Go through the records and filter out every line lacking the word "hidden"; copy the lines that remain.

▶ **RECORDS FOR THE EXERCISE**:
------

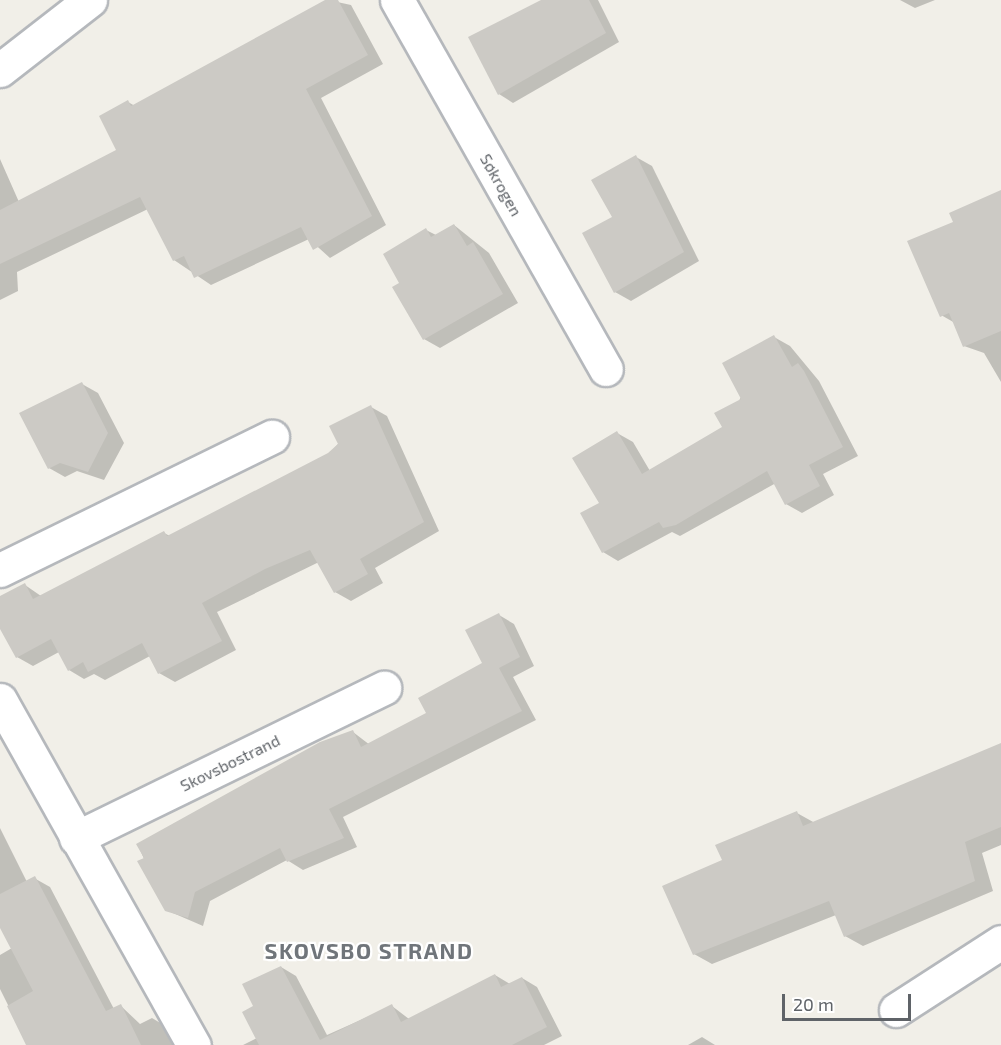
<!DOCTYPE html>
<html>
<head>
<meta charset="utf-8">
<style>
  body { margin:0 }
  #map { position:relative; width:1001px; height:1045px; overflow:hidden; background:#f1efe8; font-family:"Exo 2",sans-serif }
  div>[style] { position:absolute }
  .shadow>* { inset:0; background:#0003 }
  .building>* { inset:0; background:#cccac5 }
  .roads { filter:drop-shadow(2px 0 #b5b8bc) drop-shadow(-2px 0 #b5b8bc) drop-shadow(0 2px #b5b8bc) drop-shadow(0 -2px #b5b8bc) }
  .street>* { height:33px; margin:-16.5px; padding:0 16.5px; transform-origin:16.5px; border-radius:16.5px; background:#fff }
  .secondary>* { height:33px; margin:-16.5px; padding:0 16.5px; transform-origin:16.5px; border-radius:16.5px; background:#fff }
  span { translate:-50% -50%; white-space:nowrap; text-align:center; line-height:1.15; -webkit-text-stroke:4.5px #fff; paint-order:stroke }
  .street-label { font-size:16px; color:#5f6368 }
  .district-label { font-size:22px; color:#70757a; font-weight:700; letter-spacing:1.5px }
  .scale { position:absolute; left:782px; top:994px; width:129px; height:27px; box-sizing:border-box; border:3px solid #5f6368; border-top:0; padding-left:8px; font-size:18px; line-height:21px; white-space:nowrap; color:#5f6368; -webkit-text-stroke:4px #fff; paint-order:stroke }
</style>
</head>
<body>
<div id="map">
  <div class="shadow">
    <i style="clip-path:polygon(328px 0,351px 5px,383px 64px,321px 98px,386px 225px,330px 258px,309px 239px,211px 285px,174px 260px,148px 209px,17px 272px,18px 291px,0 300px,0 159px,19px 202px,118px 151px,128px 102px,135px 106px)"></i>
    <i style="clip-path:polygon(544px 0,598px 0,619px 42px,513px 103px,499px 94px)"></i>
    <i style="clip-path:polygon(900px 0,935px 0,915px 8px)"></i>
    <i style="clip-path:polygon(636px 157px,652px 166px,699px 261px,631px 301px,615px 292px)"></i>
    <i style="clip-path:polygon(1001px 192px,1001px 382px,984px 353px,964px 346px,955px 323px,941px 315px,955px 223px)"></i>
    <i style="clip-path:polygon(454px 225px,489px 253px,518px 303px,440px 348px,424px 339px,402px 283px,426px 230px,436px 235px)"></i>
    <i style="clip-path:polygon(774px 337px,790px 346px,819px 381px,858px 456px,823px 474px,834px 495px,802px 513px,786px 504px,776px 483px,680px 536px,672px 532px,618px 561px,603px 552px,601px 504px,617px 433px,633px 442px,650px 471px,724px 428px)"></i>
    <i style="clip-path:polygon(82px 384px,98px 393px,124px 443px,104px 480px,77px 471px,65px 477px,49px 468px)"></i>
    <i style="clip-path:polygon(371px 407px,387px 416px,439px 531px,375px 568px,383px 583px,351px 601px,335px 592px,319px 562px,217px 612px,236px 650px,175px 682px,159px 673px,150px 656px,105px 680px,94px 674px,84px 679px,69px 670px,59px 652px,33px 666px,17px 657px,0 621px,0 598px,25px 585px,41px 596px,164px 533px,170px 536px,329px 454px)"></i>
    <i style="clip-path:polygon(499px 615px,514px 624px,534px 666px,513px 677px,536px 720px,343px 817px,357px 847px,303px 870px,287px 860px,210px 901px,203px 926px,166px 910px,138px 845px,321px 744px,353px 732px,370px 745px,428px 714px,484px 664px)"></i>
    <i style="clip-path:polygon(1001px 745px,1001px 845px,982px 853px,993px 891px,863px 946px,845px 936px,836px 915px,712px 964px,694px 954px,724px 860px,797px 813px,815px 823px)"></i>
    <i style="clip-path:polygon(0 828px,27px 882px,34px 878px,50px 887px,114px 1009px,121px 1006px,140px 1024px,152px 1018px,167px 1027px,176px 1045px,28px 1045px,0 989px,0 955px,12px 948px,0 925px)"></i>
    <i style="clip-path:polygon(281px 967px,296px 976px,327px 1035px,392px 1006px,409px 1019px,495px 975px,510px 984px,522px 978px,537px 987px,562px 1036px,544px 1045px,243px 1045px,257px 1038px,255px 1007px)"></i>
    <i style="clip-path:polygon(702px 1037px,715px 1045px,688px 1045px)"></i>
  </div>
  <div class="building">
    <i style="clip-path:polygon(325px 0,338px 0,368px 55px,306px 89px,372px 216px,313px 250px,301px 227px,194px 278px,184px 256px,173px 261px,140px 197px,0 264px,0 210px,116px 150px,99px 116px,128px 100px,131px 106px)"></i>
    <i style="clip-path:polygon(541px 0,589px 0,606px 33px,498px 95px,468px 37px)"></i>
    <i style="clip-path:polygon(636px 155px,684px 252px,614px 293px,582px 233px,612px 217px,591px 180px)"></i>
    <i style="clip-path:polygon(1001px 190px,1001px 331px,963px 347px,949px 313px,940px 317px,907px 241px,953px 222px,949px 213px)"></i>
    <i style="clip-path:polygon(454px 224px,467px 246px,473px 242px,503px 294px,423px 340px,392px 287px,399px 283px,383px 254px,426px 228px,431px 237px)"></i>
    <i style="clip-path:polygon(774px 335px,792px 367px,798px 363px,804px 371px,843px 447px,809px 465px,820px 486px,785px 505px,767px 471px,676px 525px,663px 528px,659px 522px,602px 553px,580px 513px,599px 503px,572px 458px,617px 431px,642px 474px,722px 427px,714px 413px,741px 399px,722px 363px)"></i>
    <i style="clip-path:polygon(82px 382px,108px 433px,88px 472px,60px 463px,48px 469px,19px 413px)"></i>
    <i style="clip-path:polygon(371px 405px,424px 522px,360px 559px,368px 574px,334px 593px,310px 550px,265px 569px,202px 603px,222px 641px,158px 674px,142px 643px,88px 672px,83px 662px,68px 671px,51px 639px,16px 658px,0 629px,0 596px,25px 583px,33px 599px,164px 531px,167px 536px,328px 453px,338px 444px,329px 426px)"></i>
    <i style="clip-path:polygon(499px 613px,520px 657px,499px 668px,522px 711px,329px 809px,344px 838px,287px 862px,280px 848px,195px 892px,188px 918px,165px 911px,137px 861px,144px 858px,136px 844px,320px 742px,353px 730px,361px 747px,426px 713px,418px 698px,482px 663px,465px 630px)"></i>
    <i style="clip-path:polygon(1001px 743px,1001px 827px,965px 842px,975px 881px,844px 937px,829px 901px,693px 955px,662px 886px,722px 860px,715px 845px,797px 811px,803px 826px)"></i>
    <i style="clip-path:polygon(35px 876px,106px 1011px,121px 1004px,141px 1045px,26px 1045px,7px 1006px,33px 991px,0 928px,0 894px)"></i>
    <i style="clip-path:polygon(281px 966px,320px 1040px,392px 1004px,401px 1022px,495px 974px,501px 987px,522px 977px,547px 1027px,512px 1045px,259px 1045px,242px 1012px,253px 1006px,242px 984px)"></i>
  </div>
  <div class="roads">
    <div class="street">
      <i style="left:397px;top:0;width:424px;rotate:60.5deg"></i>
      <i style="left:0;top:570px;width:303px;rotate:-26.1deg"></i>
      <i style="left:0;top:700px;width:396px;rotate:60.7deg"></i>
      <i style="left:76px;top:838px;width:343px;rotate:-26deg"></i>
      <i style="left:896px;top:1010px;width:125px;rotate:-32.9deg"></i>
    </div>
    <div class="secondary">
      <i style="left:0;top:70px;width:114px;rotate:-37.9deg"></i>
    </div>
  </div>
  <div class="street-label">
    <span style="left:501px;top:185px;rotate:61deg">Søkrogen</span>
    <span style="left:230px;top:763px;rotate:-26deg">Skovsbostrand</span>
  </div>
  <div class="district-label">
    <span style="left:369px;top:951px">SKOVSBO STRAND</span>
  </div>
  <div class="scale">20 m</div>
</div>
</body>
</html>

------

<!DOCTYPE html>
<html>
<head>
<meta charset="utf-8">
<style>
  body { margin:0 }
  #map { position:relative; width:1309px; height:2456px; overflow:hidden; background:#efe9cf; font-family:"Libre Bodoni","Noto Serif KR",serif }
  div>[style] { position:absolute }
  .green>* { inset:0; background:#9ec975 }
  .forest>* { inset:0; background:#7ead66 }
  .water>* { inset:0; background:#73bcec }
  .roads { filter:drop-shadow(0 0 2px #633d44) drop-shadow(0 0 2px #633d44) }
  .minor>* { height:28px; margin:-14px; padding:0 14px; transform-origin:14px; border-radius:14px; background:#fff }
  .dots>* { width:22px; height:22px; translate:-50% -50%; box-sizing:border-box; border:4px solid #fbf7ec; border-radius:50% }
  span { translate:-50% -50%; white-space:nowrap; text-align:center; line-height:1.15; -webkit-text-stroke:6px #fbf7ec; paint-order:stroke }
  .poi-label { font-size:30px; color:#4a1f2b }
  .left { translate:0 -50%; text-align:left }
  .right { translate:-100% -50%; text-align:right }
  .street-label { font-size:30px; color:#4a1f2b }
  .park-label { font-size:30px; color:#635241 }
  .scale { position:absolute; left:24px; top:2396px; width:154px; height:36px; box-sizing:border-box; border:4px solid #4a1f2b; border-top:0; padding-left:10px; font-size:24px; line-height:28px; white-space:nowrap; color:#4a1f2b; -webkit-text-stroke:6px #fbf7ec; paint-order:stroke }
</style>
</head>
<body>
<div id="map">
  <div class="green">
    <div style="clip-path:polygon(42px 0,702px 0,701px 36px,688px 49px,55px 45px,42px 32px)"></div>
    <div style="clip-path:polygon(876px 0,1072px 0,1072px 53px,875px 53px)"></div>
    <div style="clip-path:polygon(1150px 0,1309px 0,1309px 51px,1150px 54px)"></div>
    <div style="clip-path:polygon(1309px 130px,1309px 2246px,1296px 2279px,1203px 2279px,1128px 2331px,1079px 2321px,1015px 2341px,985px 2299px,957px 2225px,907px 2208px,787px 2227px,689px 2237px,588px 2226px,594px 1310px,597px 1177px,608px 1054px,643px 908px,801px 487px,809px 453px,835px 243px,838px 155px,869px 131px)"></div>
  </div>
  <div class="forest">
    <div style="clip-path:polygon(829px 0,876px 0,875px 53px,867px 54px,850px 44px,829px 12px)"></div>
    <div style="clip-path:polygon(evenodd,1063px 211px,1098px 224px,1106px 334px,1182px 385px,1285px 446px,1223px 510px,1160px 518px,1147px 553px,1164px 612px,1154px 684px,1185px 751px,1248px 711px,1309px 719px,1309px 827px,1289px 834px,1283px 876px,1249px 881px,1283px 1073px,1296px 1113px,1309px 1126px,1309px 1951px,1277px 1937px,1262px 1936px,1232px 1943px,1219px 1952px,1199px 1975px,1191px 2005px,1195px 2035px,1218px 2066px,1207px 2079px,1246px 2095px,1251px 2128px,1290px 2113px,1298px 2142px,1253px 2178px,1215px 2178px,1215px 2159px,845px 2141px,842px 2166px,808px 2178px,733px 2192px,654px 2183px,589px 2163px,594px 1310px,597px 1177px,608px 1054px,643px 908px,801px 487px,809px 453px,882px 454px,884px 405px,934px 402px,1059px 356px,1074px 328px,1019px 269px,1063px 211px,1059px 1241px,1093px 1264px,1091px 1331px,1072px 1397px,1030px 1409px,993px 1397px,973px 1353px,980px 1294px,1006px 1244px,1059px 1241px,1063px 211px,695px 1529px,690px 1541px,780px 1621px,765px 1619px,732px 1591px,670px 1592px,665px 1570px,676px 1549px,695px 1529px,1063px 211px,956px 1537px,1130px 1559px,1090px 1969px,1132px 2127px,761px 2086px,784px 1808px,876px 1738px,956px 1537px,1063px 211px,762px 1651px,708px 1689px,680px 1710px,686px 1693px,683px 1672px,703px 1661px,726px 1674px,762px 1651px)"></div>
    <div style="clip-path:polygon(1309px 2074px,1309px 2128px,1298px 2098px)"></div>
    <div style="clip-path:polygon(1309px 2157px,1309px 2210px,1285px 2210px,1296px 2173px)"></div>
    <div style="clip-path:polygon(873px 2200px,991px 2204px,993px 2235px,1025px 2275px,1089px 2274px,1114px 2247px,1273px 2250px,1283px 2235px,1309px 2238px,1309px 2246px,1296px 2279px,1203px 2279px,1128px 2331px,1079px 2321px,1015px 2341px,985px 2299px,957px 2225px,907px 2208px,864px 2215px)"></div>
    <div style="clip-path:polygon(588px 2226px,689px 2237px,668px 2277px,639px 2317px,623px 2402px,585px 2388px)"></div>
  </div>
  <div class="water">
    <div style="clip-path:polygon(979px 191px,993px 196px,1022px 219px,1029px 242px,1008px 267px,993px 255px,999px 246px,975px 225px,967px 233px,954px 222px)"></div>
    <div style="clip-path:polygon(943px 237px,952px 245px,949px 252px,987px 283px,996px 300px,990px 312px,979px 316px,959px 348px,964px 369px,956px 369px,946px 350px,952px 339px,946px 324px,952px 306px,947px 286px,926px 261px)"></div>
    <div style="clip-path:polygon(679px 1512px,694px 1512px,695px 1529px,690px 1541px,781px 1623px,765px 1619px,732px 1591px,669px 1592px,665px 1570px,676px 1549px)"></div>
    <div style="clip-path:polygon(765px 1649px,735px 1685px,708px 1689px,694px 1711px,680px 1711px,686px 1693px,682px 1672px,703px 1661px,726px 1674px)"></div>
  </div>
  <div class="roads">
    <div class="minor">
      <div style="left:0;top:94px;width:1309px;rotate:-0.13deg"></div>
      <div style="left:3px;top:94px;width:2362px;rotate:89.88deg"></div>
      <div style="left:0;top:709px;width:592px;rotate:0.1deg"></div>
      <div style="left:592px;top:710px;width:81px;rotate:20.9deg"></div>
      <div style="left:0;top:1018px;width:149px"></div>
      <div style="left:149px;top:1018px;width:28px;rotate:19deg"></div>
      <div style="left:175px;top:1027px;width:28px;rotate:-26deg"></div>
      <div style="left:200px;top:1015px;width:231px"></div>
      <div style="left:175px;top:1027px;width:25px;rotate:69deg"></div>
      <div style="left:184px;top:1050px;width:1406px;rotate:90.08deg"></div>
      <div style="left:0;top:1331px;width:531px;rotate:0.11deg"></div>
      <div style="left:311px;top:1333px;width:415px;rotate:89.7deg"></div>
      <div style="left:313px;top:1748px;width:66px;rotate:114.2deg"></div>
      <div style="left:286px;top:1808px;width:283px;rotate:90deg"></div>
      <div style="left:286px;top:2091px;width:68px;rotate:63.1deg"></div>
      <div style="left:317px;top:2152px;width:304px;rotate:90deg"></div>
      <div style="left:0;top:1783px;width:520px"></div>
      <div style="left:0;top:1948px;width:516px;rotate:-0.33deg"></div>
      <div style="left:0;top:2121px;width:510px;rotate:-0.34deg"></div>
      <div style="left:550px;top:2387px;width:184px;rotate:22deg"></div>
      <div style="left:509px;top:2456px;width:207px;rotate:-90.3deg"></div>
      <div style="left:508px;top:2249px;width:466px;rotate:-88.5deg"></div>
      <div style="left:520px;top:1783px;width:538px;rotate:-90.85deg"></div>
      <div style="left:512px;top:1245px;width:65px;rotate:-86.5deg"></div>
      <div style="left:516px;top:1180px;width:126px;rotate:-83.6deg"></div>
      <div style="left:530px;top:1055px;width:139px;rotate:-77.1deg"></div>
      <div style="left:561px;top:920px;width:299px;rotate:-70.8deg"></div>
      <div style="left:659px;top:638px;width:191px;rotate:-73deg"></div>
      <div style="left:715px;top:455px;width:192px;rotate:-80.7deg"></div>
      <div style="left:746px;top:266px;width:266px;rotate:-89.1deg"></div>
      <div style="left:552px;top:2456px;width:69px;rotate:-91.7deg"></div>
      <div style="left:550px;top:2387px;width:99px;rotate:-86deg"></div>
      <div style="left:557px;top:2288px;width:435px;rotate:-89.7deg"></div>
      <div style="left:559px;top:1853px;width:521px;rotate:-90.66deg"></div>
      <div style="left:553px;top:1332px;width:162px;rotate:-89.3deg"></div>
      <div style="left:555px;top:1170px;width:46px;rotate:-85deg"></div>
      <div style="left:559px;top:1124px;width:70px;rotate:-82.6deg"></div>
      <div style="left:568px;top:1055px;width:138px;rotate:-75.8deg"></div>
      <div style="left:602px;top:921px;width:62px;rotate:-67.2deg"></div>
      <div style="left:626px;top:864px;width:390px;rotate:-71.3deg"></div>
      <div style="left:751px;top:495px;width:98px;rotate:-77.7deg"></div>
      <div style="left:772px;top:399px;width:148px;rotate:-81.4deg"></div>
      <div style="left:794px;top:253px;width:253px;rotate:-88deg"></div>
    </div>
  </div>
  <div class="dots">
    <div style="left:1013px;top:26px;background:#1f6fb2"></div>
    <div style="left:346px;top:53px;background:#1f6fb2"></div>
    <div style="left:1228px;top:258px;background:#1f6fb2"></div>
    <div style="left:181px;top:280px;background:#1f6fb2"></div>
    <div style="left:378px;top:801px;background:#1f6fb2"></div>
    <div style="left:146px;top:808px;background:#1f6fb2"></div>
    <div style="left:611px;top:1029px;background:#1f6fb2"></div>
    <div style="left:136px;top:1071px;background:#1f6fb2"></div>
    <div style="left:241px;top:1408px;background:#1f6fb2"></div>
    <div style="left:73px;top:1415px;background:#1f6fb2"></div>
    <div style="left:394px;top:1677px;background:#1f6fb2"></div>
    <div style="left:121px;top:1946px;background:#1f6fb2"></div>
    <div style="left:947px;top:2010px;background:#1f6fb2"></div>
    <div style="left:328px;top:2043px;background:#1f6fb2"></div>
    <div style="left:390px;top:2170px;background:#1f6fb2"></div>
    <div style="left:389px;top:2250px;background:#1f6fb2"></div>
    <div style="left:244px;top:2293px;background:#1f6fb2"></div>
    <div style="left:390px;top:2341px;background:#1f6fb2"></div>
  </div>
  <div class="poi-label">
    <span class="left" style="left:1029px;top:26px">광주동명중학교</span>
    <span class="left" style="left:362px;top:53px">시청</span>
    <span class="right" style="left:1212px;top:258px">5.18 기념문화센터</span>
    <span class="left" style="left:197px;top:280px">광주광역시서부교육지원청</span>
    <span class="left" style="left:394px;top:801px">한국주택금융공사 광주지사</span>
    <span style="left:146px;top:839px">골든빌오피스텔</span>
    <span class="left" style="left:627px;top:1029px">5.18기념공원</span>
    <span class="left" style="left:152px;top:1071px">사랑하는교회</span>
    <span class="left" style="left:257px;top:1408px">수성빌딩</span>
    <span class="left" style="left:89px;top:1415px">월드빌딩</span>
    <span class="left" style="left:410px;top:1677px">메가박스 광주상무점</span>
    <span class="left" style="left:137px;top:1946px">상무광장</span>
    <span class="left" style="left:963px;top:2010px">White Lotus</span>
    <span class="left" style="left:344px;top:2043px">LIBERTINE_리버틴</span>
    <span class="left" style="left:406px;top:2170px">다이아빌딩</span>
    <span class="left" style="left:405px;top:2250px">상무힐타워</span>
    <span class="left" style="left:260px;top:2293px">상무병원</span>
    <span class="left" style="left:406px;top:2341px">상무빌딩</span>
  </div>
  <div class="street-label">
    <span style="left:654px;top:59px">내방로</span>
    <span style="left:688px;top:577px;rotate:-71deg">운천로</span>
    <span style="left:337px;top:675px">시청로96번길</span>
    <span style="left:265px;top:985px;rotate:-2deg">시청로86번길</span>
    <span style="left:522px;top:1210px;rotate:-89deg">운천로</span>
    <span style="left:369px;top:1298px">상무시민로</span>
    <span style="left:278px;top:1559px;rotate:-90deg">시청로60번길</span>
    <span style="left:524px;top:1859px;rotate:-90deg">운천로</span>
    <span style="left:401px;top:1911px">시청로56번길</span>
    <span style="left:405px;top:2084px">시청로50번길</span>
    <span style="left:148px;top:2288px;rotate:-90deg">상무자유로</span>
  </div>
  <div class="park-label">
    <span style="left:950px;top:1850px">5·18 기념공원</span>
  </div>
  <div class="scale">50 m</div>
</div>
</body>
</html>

------

▶ **EXERCISE RESULT**:
  #map { position:relative; width:1001px; height:1045px; overflow:hidden; background:#f1efe8; font-family:"Exo 2",sans-serif }
  #map { position:relative; width:1309px; height:2456px; overflow:hidden; background:#efe9cf; font-family:"Libre Bodoni","Noto Serif KR",serif }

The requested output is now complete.